Root Cause Metrics
1. Modularity (Newman’s Q)
Section titled “1. Modularity (Newman’s Q)”Theory: Newman 2004, graph community detection.
Measures how well the dependency graph decomposes into independent clusters. Compares actual intra-module edge density against a random graph with the same degree sequence.
Q = (1/m) × Σ [A_ij - k_out_i × k_in_j / m] × δ(c_i, c_j)- Range: [-0.5, 1.0]. Q > 0.3 = significant modular structure.
- Ungameable: Adding useless edges moves the graph closer to random, which decreases Q. Only genuine modular restructuring improves Q.
- Language-fair: Works on ANY graph. Uses both import edges and call edges.
- Replaces: coupling + cohesion + god files + hotspots (all symptoms of low Q).
2. Acyclicity
Section titled “2. Acyclicity”Theory: Martin 2003, Acyclic Dependencies Principle.
Measures absence of circular dependencies. Cycles make build order undefined, change propagation unpredictable, and testing difficult.
- Computation: Tarjan’s SCC algorithm counts strongly connected components with >1 member.
- Normalization:
score = 1 / (1 + cycle_count)— sigmoid because count is unbounded. - Fundamental: A depends on B depends on A — neither can be understood or tested independently.
3. Depth
Section titled “3. Depth”Theory: Lakos 1996, levelization and layered architecture.
Measures the longest dependency chain in the DAG. Deep chains mean a change at the bottom propagates through many layers.
- Computation: Iterative longest-path DFS from entry points.
- Normalization:
score = 1 / (1 + depth / 8)— midpoint 8 (depth 8 = score 0.5). - Independent from Q: A graph can have perfect modularity but still have a chain of 20 modules depending sequentially.
4. Equality (Gini Coefficient)
Section titled “4. Equality (Gini Coefficient)”Theory: Gini 1912, originally from economics (wealth inequality).
Measures how evenly complexity is distributed across functions. A codebase where one god function has CC=200 and all others have CC=2 has high Gini.
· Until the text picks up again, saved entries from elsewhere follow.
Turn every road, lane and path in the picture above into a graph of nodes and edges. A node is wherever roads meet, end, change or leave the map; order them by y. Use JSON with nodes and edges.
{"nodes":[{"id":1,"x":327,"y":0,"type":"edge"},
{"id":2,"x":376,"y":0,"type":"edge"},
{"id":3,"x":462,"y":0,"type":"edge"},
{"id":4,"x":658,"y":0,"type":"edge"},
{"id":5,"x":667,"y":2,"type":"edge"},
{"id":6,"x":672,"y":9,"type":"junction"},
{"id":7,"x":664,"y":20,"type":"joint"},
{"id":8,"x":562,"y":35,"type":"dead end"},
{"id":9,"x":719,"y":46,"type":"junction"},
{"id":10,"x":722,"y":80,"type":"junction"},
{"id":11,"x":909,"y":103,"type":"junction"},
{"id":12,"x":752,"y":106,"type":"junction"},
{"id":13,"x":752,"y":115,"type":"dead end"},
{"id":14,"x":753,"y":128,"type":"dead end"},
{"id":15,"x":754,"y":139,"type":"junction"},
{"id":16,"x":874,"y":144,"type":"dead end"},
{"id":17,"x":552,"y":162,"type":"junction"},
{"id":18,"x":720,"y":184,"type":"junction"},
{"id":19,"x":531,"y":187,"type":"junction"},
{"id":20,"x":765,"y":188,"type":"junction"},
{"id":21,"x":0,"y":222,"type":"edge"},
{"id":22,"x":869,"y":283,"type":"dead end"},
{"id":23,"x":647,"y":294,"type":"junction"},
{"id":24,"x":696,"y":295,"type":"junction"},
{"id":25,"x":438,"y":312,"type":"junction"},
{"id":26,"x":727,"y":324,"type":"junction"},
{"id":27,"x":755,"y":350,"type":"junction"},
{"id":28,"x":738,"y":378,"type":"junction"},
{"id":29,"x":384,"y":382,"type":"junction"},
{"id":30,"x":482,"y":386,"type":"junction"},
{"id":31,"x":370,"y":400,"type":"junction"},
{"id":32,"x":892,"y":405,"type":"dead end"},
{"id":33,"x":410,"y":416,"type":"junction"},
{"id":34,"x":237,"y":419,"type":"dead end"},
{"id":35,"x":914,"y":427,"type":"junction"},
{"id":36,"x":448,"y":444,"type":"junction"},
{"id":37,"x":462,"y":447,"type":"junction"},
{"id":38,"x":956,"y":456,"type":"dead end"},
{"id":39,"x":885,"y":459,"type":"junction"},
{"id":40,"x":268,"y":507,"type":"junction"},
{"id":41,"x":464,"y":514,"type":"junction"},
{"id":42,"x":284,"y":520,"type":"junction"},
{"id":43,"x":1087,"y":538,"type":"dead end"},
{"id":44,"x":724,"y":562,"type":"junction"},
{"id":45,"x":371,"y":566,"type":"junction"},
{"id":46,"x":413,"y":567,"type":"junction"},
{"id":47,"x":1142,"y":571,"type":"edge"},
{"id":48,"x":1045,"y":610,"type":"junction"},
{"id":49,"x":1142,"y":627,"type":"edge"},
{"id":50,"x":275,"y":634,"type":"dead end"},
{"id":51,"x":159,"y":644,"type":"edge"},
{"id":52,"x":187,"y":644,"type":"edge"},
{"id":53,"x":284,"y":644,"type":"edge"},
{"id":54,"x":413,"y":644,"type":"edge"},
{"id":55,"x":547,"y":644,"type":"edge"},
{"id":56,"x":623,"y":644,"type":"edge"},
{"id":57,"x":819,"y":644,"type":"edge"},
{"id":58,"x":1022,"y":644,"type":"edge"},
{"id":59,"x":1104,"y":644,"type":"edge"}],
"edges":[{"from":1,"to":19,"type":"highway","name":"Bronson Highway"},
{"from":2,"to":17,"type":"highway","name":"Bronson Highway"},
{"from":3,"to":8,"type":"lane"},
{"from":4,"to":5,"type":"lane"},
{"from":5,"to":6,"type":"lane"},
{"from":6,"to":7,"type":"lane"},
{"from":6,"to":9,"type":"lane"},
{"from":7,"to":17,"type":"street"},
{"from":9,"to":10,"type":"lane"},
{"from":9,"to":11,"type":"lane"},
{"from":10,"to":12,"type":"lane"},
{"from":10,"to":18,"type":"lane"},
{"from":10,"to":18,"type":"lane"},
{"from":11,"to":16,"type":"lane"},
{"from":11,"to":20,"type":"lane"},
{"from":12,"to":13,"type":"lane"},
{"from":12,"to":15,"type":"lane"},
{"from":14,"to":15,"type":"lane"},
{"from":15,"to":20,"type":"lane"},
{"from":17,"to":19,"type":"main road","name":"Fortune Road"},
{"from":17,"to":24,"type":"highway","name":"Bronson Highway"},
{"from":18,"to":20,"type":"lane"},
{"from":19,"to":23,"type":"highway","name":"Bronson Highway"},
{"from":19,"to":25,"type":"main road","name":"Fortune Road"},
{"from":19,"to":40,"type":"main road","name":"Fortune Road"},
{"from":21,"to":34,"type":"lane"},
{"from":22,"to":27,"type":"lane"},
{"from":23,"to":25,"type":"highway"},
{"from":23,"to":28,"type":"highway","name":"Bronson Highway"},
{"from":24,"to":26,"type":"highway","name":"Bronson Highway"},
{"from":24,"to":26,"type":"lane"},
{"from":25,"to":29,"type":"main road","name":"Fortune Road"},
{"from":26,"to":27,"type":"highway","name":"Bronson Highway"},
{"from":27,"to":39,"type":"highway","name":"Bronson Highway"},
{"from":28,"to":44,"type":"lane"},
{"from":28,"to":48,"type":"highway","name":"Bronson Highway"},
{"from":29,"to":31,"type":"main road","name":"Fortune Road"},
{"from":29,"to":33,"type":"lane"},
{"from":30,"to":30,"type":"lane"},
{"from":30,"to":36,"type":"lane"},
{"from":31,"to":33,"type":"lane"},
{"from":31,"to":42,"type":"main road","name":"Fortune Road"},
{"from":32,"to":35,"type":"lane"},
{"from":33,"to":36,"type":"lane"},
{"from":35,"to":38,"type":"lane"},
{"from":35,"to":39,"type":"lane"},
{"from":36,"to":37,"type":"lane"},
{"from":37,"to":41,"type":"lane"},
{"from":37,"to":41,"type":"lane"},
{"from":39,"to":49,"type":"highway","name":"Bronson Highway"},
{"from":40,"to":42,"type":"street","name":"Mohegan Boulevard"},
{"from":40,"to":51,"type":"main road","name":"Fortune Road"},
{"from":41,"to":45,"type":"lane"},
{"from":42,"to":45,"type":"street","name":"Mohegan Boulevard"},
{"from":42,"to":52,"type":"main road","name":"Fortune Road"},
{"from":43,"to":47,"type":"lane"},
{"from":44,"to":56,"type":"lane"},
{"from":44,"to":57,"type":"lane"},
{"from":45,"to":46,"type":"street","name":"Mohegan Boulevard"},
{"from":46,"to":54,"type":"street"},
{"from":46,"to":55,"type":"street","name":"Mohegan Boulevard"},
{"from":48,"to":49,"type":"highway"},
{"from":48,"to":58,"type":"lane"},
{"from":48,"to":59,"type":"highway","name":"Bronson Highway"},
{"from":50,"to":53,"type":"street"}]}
A codebase where all functions have CC=5-10 has low Gini.
Sort values ascending.G = Σ (2i - n - 1) × x_i / (n × Σ x_i)- Score:
1 - G(lower Gini = better equality = higher score). - Why it matters: God files are the #1 source of AI agent confusion. When 40% of complexity is in one file, the agent can’t reason about it effectively.
5. Redundancy
Section titled “5. Redundancy”Theory: Kolmogorov complexity — the gap between actual code and minimum equivalent code.
Combines dead functions (unreferenced by any call site) and duplicate functions (identical body hashes).
R = (dead_count + duplicate_count) / total_functionsscore = 1 - R- Fundamental: Every line of dead or duplicate code is structural waste — increases the AI agent’s search space without contributing to behavior.
Why exactly 5?
Section titled “Why exactly 5?”A directed graph with attributed nodes has these independent structural properties:
| Dimension | What it captures | Property of |
|---|---|---|
| Modularity | Edge clustering | Edges |
| Acyclicity | Circular edges | Edges |
| Depth | Edge chain length | Edges |
| Equality | Node property concentration | Nodes |
| Redundancy | Unnecessary nodes | Nodes |
3 edge properties + 2 node properties = 5 total. Adding more would either overlap (entropy overlaps with Gini) or measure something outside static analysis (runtime behavior).